Find
find
is a very unixy program: it finds files, but in the most flexible way possible.It is a amazingly complicated program
It is a number one in searching files in shell
With no options, just recursively lists all files starting in current directory:
find
The first option gives a starting directory:
find /etc/
Other search options: by modification/accessing time, by ownership, by access type, joint conditions, case-insensitive, that do not match, etc [1] [2]:
# -or- 'find ~ $WRKDIR -name file.txt' one can search more than one dir at once
find ~ -name file.txt
# look for jpeg files in the current dir only
find . -maxdepth 1 -name '*.jpg' -type f
# find all files of size more than 10M and less than 100M
find . -type -f -size +10M -size -100M
# find everything that does not belong to you
find ~ ! -user $USER | xargs ls -ld
# open all directories to group members
# tip: chmod applies x-bit to directories automatically
find . -type d -exec chmod g+rw {} \;
# find all s-bitted executable binaries
find /usr/{bin,sbin} -type f -perm -u+x,u+s
# find and remove all files older than 7 days
find path/dir -type f -mtime +7 -exec rm -f {} \;
Find syntax is actually an entire boolean logic language given on the command line: it is a single expression evaluated left to right with certain precedence. There are match expressions and action expressions. Thus, you can get amazingly complex if you want to. Take a look at the ‘EXAMPLES’ section in man find for the comprehensive list of examples and explanations.

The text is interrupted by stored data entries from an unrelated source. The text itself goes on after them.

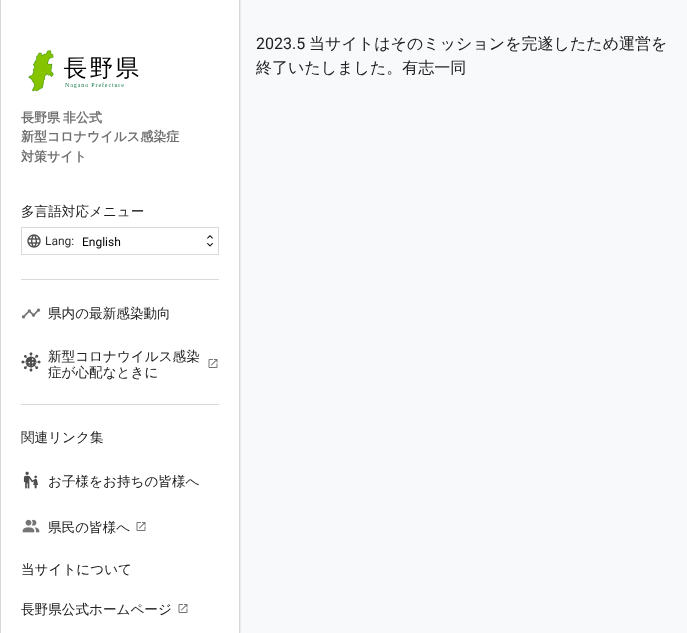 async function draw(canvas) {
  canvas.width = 687
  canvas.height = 633
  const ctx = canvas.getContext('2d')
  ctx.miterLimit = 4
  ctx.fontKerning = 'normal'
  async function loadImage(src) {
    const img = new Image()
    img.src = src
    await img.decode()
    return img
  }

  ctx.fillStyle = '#f8f9fa'
  ctx.fillRect(0, 0, 687, 633)
  ctx.font = '16px Roboto'
  ctx.fillStyle = '#202021'
  ctx.fillText('2023.5', 256, 49)
  ctx.font = '500 16px WenQuanYi Zen Hei'
  ctx.fillText('当サイトはそのミッションを完遂したため運営を', 309, 49)
  ctx.fillText('終了いたしました。有志一同', 256, 73)
  ctx.fillStyle = '#00000026'
  ctx.filter = 'blur(1px)'
  ctx.beginPath()
  ctx.rect(0, 0, 240, 633)
  ctx.fill()
  ctx.filter = 'none'
  ctx.fillStyle = '#fff'
  ctx.fillRect(1, 0, 238, 633)
  ctx.fillStyle = '#d9d9d9'
  ctx.fillRect(239, 0, 1, 633)
  ctx.fillRect(0, 0, 1, 633)
  ctx.drawImage(await loadImage('image0.png'), 28, 50, 111, 42)
  ctx.wordSpacing = '-1px'
  ctx.font = 'bold 13px WenQuanYi Zen Hei'
  ctx.fillStyle = '#707070'
  ctx.fillText('長野県 非公式', 21, 122)
  ctx.wordSpacing = '0px'
  ctx.fillText('新型コロナウイルス感染症', 21, 141)
  ctx.fillText('対策サイト', 21, 161)
  ctx.font = '500 13.6px WenQuanYi Zen Hei'
  ctx.fillStyle = '#202021'
  ctx.fillText('多言語対応メニュー', 21, 216)
  ctx.drawImage(await loadImage('image1.png'), 27, 234, 14, 14)
  ctx.font = '12px Roboto'
  ctx.fillStyle = '#333'
  ctx.fillText('Lang:', 45, 245)
  ctx.drawImage(await loadImage('image2.png'), 207, 235, 6, 12)
  ctx.strokeStyle = '#d9d9d9'
  ctx.strokeRect(21.5, 227.5, 197, 27)
  ctx.fillStyle = '#000'
  ctx.fillText('English', 82, 246)
  ctx.fillStyle = '#d9d9d9'
  ctx.fillRect(21, 279, 198, 1)
  ctx.drawImage(await loadImage('image3.png'), 21, 308, 20, 11)
  ctx.font = '500 13.6px WenQuanYi Zen Hei'
  ctx.fillStyle = '#202021'
  ctx.fillText('県内の最新感染動向', 48, 318)
  ctx.fillStyle = '#d9d9d9'
  ctx.fillRect(21, 404, 198, 1)
  ctx.drawImage(await loadImage('image4.png'), 21, 352, 20, 20)
  ctx.fillStyle = '#202021'
  ctx.fillText('新型コロナウイルス感染', 48, 361)
  ctx.fillText('症が心配なときに', 48, 377)
  ctx.drawImage(await loadImage('image5.png'), 208, 359, 10, 9)
  ctx.fillText('関連リンク集', 21, 442)
  ctx.drawImage(await loadImage('image6.png'), 23, 471, 15, 18)
  ctx.fillText('お子様をお持ちの皆様へ', 48, 486)
  ctx.drawImage(await loadImage('image7.png'), 22, 519, 18, 14)
  ctx.fillText('県民の皆様へ', 48, 532)
  ctx.drawImage(await loadImage('image5.png'), 136, 522, 10, 9)
  ctx.fillText('当サイトについて', 21, 574)
  ctx.fillText('長野県公式ホームページ', 21, 614)
  ctx.drawImage(await loadImage('image5.png'), 178, 604, 10, 9)
}

draw(document.querySelector('canvas'))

find on Triton On Triton’s WRKDIR you should use lfs find
. This uses a raw lustre connection
to make it more efficient than accessing every file. It has somewhat limited abilities as comparing
to GNU find. For details man lfs
on Triton.
Fast find – locate Another utility that you may find useful locate <pattern>
, but on
workstations only. This uses a cached database of all files, and
just searches that database so it is much faster.